Collected data:
------------

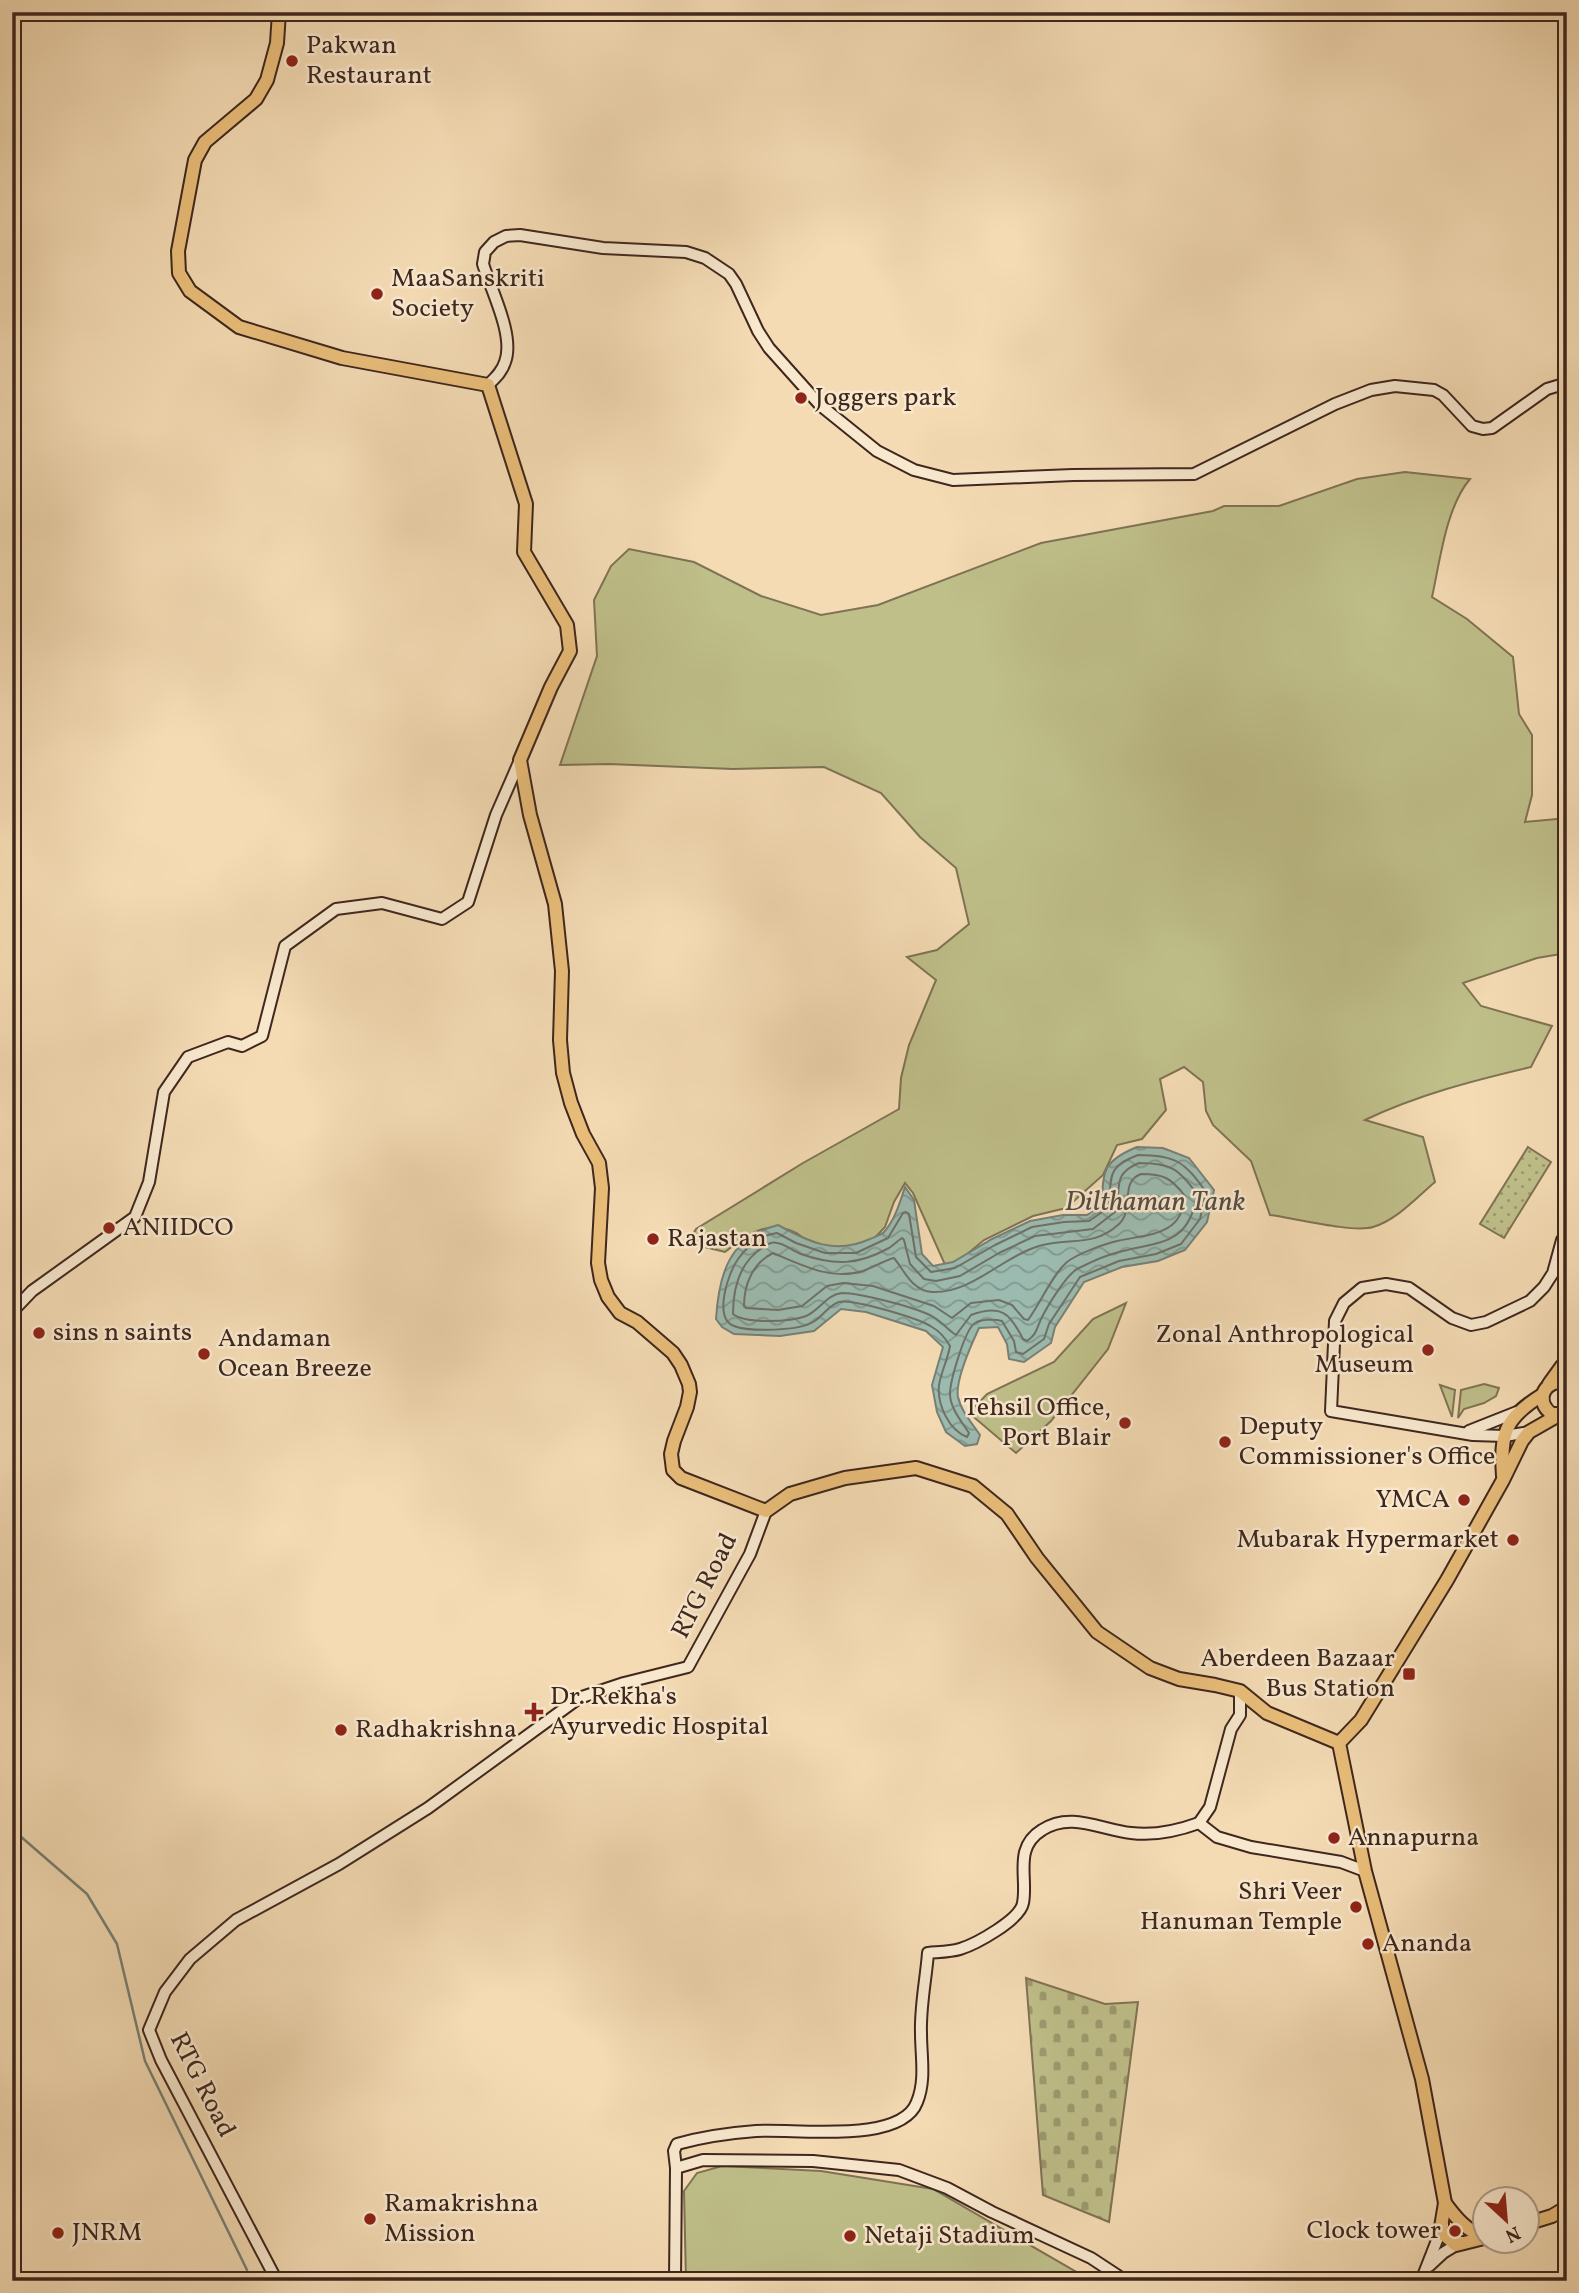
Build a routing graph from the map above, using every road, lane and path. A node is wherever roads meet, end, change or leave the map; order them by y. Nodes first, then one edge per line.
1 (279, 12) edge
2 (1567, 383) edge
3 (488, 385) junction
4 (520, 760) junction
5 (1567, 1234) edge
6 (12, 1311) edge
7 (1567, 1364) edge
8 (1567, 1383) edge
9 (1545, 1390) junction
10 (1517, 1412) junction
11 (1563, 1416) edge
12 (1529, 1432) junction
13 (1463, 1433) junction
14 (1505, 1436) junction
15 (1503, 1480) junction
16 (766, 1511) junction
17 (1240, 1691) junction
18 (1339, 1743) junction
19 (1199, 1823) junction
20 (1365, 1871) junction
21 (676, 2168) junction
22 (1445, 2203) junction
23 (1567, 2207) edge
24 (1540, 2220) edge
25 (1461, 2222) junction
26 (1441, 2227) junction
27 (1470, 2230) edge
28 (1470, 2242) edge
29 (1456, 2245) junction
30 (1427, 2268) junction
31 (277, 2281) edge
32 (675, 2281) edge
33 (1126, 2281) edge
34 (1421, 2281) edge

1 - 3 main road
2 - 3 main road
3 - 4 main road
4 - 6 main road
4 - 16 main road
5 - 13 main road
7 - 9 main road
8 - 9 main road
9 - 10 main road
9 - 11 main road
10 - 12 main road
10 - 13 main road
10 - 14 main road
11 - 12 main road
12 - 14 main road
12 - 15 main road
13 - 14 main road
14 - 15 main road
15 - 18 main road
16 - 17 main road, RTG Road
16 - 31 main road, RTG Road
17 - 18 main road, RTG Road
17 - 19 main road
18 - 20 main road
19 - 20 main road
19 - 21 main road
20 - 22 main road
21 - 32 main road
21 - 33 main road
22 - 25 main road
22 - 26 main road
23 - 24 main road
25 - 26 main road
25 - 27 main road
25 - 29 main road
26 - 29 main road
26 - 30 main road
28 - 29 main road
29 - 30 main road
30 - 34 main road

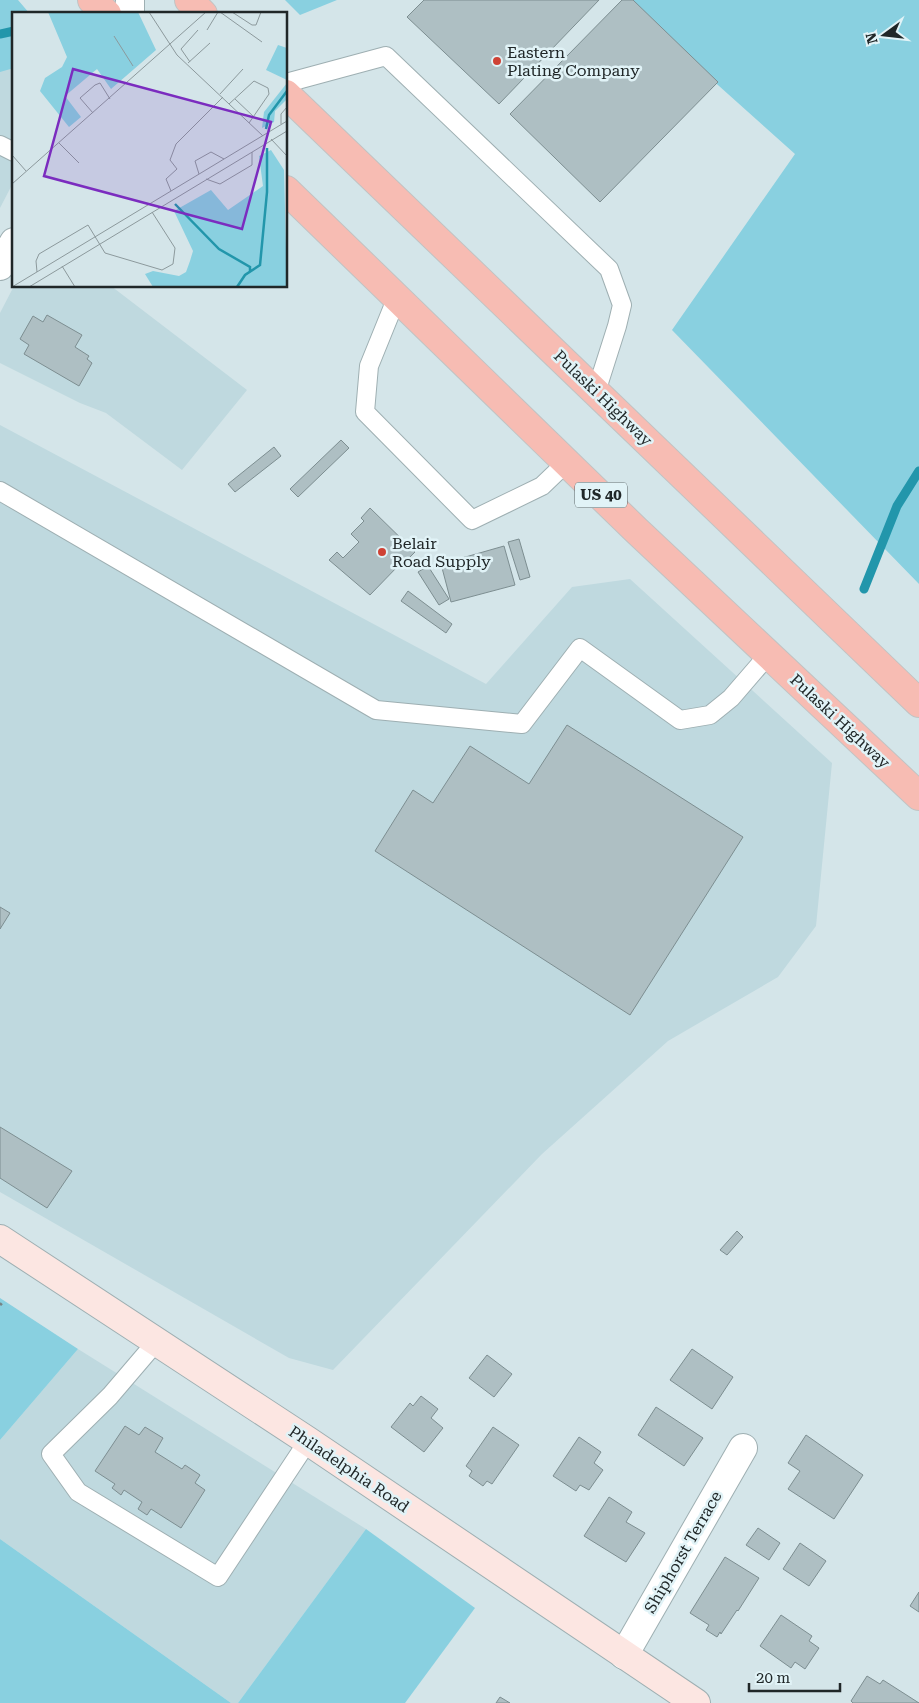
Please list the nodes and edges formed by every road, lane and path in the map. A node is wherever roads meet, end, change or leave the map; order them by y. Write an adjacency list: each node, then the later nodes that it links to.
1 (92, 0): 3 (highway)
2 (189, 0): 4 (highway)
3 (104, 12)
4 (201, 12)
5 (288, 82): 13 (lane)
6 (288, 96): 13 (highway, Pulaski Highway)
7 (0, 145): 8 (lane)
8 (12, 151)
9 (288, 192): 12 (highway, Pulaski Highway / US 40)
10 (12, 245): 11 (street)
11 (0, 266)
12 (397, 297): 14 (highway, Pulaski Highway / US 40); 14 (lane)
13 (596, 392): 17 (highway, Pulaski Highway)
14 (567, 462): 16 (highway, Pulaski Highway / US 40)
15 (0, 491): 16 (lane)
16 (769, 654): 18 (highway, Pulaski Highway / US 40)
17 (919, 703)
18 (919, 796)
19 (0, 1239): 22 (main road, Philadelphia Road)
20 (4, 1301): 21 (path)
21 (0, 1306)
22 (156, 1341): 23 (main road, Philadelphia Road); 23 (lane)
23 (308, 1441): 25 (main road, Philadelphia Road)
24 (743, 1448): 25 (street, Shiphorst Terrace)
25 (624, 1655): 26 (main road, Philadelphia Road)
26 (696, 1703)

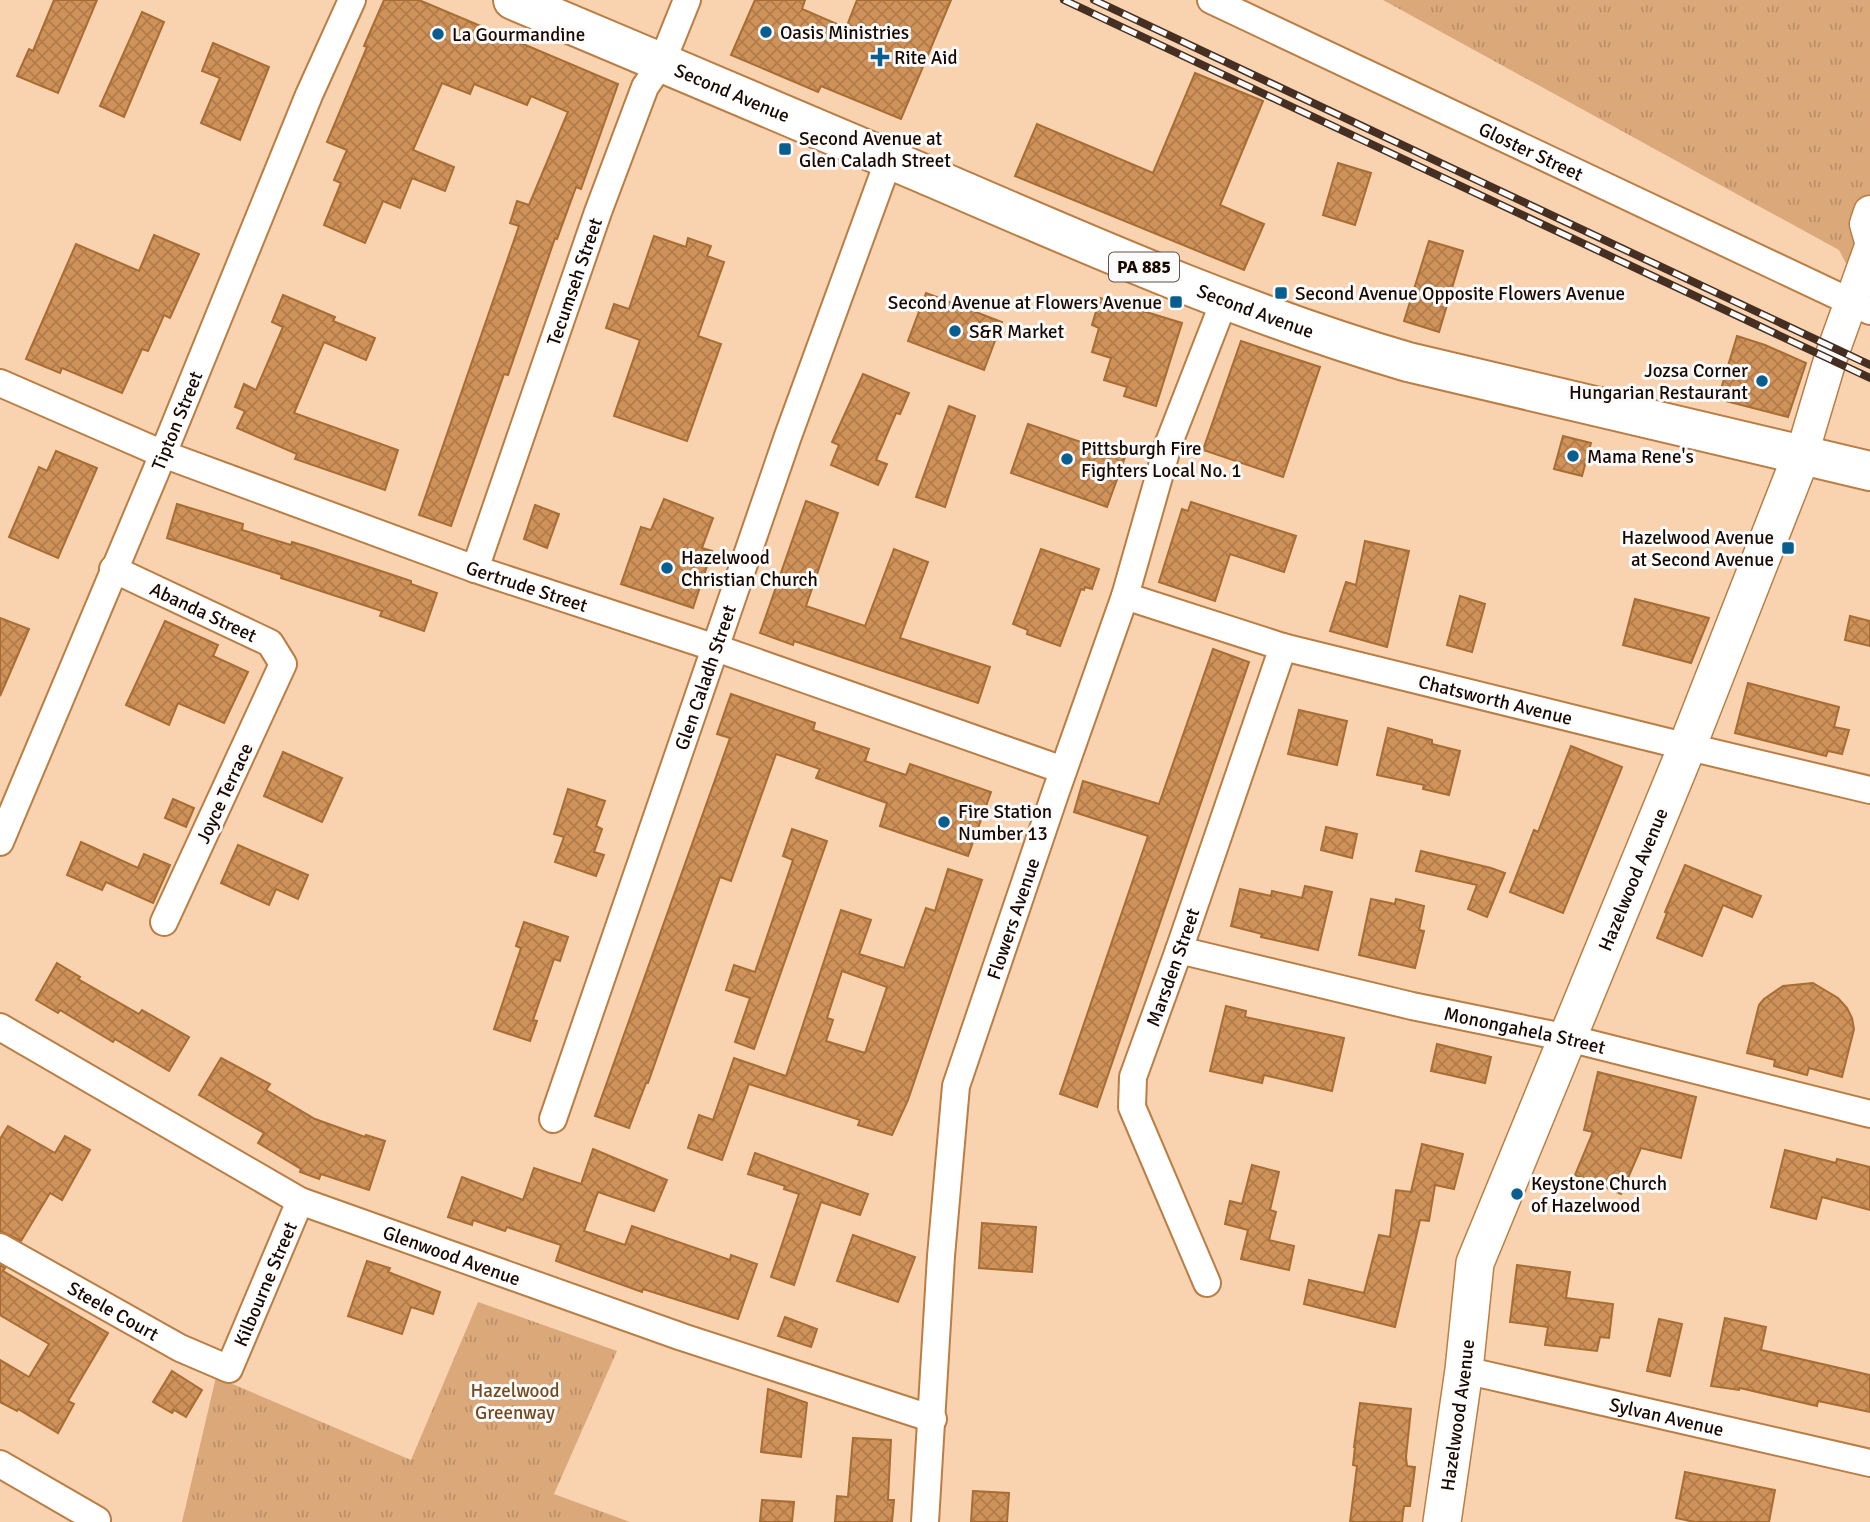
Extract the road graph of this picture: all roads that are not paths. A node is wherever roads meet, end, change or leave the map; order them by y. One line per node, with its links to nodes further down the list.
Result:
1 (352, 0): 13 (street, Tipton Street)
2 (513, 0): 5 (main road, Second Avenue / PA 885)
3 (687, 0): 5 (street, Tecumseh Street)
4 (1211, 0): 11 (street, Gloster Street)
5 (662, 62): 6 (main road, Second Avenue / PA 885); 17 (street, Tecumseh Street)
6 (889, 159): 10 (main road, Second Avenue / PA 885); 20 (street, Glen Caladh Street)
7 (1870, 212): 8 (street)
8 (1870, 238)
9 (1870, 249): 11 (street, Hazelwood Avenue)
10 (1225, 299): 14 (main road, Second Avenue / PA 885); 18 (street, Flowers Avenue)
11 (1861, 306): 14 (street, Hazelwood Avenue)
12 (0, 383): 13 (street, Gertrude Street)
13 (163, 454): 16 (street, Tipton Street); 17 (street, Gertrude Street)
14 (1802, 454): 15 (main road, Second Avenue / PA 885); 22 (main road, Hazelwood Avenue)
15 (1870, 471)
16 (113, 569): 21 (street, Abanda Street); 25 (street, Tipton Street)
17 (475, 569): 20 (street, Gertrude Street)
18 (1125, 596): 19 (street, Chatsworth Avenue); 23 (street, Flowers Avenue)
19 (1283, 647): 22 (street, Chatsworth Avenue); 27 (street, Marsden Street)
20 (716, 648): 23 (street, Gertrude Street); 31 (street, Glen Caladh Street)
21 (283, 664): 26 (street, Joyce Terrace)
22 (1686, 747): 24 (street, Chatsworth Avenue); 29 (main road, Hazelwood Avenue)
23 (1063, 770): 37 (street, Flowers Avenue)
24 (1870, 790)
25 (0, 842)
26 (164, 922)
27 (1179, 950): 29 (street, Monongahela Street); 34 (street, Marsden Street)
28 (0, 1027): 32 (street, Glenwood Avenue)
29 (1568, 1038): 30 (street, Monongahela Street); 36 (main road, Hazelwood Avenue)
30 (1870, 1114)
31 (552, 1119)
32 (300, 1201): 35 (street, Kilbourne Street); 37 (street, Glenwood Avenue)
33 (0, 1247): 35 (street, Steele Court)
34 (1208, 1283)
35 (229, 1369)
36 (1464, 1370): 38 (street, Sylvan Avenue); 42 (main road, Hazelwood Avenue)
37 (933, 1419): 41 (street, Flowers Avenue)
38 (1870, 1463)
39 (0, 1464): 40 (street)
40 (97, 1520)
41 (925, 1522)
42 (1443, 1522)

------------

» **WHAT THE TASK REQUIRES**: If a line in the records above holds the string "Pulaski", copy it out.

» **TASK RESULT**:
6 (288, 96): 13 (highway, Pulaski Highway)
9 (288, 192): 12 (highway, Pulaski Highway / US 40)
12 (397, 297): 14 (highway, Pulaski Highway / US 40); 14 (lane)
13 (596, 392): 17 (highway, Pulaski Highway)
14 (567, 462): 16 (highway, Pulaski Highway / US 40)
16 (769, 654): 18 (highway, Pulaski Highway / US 40)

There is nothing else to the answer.